* [What the task asks]: The response must contain each line of the material that holds "Holly".

* [Material for the task]:
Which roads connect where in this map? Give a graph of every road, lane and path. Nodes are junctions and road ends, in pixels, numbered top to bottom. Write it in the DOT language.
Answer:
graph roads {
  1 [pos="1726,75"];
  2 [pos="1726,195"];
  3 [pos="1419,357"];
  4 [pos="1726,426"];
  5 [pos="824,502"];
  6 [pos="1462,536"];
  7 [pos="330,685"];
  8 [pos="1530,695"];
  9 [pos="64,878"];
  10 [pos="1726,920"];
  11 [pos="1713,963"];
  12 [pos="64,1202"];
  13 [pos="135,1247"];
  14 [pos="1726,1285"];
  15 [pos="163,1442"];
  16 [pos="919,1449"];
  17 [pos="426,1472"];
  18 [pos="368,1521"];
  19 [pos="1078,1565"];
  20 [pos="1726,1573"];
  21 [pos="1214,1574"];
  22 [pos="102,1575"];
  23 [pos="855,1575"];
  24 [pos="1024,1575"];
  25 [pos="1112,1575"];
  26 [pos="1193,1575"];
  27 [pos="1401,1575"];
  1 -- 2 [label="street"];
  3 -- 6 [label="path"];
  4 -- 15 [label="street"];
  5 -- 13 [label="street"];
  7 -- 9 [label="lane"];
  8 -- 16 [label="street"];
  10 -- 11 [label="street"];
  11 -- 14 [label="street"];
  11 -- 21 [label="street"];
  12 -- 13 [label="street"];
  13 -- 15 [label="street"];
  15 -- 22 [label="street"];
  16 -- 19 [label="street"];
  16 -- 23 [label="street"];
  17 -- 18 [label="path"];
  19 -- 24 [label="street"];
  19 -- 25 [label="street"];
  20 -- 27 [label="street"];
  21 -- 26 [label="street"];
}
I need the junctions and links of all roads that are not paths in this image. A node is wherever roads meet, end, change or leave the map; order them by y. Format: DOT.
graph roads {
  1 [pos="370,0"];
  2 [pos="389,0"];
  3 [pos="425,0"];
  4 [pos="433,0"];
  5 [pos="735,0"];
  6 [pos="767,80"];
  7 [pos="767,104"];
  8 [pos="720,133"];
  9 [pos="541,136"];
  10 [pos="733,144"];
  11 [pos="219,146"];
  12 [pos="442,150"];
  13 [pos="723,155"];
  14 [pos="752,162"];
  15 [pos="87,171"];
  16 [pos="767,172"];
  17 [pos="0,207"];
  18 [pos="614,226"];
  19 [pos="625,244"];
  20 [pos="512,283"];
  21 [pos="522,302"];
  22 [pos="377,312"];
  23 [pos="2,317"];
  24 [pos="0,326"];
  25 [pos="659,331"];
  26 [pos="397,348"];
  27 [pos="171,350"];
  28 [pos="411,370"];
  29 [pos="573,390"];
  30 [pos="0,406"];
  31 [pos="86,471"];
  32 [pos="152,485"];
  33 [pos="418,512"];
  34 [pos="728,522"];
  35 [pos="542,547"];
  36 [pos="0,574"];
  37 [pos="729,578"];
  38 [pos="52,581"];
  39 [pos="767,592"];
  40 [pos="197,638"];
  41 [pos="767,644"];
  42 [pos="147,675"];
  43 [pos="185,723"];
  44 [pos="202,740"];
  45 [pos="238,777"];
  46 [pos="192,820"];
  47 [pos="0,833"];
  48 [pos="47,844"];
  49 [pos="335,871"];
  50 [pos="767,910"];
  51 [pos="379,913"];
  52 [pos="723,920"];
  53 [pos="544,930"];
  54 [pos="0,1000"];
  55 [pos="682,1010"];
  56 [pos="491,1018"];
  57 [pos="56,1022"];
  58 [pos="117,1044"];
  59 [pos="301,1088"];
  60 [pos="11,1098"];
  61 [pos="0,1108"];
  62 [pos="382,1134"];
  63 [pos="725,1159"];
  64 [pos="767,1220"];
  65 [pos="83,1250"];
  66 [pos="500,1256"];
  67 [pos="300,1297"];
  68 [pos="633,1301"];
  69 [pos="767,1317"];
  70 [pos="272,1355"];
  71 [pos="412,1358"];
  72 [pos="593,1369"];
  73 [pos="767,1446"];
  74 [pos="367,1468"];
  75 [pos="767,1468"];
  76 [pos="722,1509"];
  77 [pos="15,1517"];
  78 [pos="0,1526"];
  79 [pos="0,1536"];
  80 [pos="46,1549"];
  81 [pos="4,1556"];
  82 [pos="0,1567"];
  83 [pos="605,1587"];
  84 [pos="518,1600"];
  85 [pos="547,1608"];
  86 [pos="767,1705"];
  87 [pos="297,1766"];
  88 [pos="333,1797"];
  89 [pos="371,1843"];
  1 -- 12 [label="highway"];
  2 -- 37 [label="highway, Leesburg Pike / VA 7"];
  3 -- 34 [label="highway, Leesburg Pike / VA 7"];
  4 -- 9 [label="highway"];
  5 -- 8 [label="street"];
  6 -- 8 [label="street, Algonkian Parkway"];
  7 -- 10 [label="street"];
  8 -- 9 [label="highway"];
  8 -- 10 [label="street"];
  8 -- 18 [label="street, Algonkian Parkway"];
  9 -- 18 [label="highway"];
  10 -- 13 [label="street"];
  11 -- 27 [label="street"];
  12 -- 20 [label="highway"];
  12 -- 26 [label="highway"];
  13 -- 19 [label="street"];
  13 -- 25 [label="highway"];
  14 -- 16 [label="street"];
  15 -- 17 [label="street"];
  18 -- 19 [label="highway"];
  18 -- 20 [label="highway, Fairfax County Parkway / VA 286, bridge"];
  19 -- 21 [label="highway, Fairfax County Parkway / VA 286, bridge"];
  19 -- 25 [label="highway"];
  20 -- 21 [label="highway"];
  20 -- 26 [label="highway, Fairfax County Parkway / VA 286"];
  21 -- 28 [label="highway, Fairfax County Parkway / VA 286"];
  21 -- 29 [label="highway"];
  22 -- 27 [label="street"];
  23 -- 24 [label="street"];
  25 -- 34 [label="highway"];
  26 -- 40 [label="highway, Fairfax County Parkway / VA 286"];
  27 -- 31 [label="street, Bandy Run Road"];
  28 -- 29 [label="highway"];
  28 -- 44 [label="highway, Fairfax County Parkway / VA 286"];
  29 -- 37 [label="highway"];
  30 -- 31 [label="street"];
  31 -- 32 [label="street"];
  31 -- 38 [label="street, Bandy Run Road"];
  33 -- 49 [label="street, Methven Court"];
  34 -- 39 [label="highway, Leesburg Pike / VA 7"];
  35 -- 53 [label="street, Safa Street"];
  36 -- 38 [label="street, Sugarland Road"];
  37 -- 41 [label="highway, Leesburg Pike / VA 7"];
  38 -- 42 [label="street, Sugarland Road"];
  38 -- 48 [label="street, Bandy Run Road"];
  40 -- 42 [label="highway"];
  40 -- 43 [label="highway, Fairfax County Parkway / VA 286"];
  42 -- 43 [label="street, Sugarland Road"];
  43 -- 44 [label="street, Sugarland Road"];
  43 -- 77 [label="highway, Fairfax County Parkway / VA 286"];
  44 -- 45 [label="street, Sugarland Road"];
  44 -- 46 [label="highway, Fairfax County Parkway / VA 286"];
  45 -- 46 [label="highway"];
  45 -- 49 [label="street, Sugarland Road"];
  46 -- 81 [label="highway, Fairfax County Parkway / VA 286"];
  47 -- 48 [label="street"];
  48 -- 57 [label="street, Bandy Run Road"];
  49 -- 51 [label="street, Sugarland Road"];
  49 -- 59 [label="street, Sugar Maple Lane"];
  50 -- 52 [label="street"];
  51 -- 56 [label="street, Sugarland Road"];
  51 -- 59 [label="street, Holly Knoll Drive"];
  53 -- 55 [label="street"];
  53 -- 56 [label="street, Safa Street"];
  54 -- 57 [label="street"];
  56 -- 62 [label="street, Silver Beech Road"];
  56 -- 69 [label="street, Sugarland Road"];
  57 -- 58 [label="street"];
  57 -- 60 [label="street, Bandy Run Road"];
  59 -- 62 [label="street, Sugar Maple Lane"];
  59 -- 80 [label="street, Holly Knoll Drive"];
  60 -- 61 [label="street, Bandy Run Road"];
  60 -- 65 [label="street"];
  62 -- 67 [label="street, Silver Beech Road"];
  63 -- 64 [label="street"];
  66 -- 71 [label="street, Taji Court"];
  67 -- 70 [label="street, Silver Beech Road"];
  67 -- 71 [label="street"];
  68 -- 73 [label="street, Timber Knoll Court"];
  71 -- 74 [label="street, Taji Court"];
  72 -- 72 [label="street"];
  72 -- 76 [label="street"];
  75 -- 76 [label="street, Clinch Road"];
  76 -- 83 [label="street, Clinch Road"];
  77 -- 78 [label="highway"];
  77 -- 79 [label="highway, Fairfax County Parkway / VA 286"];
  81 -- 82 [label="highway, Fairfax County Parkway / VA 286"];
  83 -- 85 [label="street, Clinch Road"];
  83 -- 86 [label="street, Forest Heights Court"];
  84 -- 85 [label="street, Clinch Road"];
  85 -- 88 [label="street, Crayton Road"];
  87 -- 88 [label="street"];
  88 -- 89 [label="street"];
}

* [Answer box]:
  51 -- 59 [label="street, Holly Knoll Drive"];
  59 -- 80 [label="street, Holly Knoll Drive"];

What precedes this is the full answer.